La mishná comienza: "Shloshah asar davar b'nivlas ha'of hatahor", hay trece asuntos que caracterizan a la neveilah de un ave de especie kosher. Nueve de ellos aparecen en esta mishná, y los cuatro restantes en la mishná siguiente.

  1. "Tzerichah machshavah." Requiere intención. En todas las halachos de tumah y taharah, una sustancia debe haber sido designada como alimento para poder recibir tumas ochlin. Como un ave que murió por sí sola no es kosher, no supondríamos automáticamente que sea alimento en absoluto. Por lo tanto uno debe pensar activamente en ella "l'achilas adam", que sea comida por una persona, por ejemplo por un vecino no judío. El Bartenura señala, a partir de Masechta Uktzin, que esta exigencia no es universal: en las ciudades grandes, donde la neveilah se vende habitualmente, no se necesita tal pensamiento, y la regla de la mishná se aplica a los pueblos pequeños.
  2. "Einah tzerichah hechsher." No requiere hechsher, es decir, no necesita ser humedecida primero para volverse susceptible a la tumah. Es tamei por sí misma, y tiene el estatus de un rishon.
  3. "U'metam'ah tum'as ochlin b'kabeitzah." Transmite tumas ochlin en la medida de un kabeitzah. En palabras del Bartenura, un kabeitzah de ella que toca alimentos tehorim los vuelve temeim.
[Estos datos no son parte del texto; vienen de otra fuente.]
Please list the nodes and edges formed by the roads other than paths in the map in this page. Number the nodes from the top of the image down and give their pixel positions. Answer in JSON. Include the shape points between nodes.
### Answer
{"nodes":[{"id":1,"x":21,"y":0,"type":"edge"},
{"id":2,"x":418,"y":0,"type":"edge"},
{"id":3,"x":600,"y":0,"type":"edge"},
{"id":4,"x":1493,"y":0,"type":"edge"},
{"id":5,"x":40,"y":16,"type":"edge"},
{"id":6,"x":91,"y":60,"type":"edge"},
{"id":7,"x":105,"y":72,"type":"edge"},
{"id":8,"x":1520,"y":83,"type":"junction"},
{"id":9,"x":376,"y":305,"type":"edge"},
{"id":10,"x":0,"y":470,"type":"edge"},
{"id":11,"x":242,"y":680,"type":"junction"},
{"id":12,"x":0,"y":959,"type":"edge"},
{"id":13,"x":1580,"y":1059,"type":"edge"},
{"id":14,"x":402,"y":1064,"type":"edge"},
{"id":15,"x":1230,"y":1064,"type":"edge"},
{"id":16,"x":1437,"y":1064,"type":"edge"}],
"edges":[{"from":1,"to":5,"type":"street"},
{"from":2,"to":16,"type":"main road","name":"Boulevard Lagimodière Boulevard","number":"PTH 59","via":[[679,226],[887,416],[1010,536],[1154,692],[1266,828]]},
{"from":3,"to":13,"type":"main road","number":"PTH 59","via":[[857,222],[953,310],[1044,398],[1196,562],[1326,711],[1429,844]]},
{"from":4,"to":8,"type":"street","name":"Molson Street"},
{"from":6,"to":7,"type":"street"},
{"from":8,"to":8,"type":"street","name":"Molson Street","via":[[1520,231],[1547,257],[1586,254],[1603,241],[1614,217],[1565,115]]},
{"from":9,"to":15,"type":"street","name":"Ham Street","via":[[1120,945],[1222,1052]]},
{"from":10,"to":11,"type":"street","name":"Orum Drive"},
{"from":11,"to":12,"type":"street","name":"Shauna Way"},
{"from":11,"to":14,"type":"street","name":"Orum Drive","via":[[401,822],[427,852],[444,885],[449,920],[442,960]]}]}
Esta medida reaparecerá constantemente en la masechta: siempre que se trate de un alimento que transmite tumah, el shiur es un kabeitzah.
  4. "Uk'zayis b'veis habeli'ah." Un kezayis, la medida menor del volumen de una aceituna, alcanza cuando el alimento está en la garganta. Quien está en medio de comer el ave neveilah transmite impureza con tan solo un kezayis.
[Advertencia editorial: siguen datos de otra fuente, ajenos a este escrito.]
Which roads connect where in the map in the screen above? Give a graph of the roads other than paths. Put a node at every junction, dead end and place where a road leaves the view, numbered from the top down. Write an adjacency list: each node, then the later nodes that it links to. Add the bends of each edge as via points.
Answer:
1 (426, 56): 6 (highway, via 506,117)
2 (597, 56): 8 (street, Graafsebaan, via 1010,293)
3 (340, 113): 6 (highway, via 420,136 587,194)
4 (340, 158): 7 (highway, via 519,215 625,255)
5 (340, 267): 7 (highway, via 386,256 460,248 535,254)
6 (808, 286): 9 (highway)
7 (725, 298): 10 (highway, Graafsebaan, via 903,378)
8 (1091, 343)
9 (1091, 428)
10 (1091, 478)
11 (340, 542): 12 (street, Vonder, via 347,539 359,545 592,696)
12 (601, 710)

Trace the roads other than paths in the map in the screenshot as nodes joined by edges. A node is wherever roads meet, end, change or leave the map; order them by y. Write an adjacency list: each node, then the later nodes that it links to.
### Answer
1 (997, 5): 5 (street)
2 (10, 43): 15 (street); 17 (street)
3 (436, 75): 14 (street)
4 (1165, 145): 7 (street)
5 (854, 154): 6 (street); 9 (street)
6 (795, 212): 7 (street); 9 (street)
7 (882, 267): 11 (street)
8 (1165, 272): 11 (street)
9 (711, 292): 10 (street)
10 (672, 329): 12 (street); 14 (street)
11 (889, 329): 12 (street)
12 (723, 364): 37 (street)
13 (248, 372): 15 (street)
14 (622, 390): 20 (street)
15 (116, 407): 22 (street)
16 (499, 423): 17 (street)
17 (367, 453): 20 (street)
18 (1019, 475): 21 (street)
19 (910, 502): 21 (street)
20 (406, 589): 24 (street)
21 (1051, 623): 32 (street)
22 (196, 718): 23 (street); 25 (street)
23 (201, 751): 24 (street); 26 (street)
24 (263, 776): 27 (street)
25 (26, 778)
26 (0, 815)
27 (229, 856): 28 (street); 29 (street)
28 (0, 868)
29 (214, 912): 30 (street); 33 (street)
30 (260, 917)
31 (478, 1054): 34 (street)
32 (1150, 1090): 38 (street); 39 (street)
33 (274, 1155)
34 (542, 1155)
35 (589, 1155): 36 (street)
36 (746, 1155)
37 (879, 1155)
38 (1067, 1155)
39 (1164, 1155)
  5. "U'te'unah he'erev shemesh." Quien se volvió tamei por ella requiere la caída de la noche. La inmersión en una mikvá por sí sola no completa el proceso; hay además una espera incorporada hasta que se pone el sol.
  6. "V'chayavin aleha al bi'as hamikdash." Como con otras formas de tumah, quien entra al Mikdash estando tamei por ella es responsable.
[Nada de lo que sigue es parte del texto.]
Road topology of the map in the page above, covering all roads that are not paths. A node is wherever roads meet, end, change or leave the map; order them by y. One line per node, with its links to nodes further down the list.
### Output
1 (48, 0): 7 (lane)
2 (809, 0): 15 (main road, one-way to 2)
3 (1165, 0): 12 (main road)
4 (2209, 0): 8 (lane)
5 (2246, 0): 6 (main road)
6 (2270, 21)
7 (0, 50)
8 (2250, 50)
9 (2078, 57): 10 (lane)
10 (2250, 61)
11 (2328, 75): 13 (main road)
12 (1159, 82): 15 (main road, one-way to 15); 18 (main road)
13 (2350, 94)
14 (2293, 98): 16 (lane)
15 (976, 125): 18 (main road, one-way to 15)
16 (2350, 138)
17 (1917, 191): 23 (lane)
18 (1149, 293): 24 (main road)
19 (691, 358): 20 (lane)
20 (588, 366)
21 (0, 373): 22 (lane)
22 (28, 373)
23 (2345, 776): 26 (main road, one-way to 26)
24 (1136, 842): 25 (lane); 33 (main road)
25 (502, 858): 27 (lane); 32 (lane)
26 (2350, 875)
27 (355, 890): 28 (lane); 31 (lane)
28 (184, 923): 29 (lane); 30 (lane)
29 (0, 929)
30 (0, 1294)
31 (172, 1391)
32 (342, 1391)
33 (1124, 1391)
  7. "V'sorfin aleha es haterumah." Si tocó terumah, esa terumah debe ser quemada. Es un tema que encontraremos repetidamente a lo largo de la masechta.
  8. "V'ha'ochel eiver min hachai mimenah sofeg es ha'arba'im." Quien come un miembro que le fue arrancado mientras aún estaba viva recibe los cuarenta azotes, incluso por menos de la medida habitual. El Bartenura señala que esta cláusula va contra la shitah de Rebbi Meir, quien sostiene que la prohibición de eiver min hachai se aplica solo a behemos. Eso importará en un momento: Rebbi Meir no es el autor de toda la mishná, sino solo de la cláusula final.
  9. "Shechitasah u'melikasah metaheres es terefasah." Si se le hizo shechitah al ave, o melikah, es decir, pellizcarle el cuello, y luego se descubrió que era una tereifah, ese acto la purifica de la tumah de neveilah. La shechitah es el procedimiento que se usa fuera del Mikdash; la melikah es el procedimiento que se usa dentro del Mikdash para las aves. Esta es la posición de Rebbi Meir, que razona mediante un kal vachomer: si la shechitah y la melikah son eficaces para purificar behemos, que transmiten tumah al ser cargadas y tocadas, cuánto más deberían ser eficaces para las aves, cuya tumah opera solo mediante el acto de comer.

La mishná concluye con la disputa sobre ese último punto. "Rebbi Yehudah omer: einan metaharos." Rebbi Yehudah rechaza la comparación y se niega a derivar la ley de las aves de la behemah; ni la shechitah ni la melikah purifican. "Rebbi Yosi omer: shechitasah metaheres, aval lo melikasah." Rebbi Yosi distingue entre los dos actos: la shechitah logra la purificación, la melikah no.

Con esto quedan contadas nueve de las trece distinciones. Las cuatro restantes se enseñan en la próxima mishná.